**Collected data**
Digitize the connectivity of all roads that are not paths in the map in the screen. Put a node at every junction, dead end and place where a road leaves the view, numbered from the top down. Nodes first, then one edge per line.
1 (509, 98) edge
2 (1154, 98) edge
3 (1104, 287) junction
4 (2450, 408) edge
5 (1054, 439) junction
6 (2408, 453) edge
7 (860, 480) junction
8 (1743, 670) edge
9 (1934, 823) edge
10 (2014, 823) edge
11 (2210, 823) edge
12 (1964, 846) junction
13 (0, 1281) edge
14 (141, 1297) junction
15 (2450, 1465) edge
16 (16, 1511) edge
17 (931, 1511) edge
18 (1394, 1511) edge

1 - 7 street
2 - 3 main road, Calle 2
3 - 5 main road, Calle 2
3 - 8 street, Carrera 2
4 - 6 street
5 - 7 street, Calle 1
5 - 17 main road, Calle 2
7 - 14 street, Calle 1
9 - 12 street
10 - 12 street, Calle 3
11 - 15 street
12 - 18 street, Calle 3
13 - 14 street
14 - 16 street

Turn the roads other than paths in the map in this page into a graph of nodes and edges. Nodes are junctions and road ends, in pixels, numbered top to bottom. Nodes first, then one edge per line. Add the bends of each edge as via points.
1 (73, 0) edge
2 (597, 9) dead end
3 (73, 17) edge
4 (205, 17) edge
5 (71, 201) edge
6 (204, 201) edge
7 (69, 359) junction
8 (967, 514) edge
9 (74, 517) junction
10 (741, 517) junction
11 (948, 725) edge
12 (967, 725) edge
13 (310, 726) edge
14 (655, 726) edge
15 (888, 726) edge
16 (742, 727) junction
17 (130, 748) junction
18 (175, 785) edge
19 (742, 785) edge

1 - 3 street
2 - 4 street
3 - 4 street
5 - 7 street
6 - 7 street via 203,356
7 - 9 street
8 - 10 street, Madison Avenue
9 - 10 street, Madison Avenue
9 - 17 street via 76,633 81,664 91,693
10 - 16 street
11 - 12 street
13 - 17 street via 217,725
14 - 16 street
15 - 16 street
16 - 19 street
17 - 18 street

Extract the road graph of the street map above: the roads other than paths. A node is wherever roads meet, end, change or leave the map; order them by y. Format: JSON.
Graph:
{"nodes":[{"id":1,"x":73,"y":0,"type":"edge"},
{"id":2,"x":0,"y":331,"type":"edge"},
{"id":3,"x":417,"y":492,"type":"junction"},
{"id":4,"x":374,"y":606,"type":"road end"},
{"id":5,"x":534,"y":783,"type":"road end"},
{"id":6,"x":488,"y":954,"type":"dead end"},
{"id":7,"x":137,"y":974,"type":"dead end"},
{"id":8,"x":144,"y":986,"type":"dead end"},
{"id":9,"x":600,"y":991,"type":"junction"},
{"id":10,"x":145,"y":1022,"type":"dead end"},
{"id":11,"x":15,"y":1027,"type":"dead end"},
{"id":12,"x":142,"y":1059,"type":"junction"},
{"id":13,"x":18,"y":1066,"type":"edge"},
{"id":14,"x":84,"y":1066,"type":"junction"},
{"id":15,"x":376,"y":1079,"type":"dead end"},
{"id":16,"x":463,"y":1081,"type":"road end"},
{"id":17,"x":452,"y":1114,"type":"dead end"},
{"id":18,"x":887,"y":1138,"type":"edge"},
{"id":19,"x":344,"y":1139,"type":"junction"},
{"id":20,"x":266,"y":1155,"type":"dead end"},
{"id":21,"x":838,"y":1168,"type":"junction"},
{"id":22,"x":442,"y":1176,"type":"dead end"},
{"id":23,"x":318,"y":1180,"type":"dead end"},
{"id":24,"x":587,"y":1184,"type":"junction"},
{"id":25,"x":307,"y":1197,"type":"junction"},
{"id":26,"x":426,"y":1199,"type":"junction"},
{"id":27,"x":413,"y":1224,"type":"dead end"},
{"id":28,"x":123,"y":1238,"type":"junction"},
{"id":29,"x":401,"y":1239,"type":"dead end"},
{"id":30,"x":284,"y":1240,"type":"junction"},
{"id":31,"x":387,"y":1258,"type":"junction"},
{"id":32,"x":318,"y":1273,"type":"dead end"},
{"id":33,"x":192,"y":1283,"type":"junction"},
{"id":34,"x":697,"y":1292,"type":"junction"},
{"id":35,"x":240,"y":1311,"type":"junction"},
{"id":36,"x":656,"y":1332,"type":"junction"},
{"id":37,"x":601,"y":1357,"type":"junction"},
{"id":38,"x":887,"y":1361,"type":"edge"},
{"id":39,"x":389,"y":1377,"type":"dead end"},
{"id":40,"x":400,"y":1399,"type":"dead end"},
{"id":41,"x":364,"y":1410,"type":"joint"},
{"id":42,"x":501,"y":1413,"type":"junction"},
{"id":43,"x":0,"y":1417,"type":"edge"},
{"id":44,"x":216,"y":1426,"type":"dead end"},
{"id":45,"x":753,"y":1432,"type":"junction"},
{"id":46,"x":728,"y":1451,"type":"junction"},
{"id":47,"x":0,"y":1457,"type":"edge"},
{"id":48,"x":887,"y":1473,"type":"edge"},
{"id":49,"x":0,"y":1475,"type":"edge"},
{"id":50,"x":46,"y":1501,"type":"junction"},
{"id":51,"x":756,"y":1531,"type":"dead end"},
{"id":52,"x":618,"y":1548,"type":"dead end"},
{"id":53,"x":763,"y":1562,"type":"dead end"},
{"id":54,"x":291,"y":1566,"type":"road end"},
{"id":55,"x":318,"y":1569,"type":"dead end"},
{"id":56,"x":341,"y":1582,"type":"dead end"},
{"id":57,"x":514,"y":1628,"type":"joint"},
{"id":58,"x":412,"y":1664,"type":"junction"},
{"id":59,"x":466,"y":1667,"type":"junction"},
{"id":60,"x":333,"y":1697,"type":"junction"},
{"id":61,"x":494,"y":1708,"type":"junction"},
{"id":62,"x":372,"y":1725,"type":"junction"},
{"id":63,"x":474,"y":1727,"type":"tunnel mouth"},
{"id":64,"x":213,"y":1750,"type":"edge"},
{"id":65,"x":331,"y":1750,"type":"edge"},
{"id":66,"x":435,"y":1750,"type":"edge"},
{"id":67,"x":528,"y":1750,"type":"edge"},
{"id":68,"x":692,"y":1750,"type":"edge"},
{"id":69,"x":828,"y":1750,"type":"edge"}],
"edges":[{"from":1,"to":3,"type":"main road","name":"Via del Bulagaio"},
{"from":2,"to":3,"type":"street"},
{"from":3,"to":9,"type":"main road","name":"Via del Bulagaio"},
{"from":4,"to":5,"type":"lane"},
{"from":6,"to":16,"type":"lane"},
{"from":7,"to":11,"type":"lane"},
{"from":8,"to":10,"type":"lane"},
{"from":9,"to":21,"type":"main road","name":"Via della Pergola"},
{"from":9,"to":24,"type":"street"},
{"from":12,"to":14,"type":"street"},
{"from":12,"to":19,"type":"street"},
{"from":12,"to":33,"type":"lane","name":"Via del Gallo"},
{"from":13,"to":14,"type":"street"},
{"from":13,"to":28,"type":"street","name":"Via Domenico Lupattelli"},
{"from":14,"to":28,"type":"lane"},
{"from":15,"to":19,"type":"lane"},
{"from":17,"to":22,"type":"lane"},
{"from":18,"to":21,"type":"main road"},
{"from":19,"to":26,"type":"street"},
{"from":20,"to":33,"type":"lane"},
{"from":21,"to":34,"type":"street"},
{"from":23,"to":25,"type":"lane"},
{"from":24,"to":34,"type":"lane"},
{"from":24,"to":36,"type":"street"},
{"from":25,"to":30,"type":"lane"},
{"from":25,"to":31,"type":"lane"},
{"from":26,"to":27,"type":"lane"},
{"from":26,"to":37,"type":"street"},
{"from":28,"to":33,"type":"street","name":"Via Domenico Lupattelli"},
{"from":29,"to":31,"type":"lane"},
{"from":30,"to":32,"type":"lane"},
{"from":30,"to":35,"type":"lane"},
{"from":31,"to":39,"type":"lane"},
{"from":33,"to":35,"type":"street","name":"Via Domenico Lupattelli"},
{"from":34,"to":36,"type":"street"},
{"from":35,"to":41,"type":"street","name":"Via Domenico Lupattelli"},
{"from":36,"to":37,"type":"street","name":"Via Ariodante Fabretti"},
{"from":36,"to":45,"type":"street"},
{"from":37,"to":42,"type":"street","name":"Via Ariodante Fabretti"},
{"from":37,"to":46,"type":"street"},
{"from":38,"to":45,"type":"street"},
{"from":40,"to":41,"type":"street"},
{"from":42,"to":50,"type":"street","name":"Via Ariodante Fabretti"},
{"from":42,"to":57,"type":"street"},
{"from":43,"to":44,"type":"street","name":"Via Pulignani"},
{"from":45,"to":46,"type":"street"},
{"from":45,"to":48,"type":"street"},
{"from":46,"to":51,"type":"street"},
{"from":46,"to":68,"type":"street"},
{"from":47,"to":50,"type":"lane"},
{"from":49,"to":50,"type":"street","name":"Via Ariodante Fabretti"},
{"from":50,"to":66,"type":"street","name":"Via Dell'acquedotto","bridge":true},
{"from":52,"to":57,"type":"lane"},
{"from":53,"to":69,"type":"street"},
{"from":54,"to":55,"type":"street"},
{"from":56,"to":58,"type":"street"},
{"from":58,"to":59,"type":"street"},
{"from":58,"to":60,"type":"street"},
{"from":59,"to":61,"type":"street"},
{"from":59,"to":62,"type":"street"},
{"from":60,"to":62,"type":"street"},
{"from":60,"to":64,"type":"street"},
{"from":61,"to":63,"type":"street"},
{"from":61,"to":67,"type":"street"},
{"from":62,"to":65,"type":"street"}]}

**Work instructions**
What lines of the preceding data include the string "main"? Pull them out.

**Solution to the problem**
2 - 3 main road, Calle 2
3 - 5 main road, Calle 2
5 - 17 main road, Calle 2
"edges":[{"from":1,"to":3,"type":"main road","name":"Via del Bulagaio"},
{"from":3,"to":9,"type":"main road","name":"Via del Bulagaio"},
{"from":9,"to":21,"type":"main road","name":"Via della Pergola"},
{"from":18,"to":21,"type":"main road"},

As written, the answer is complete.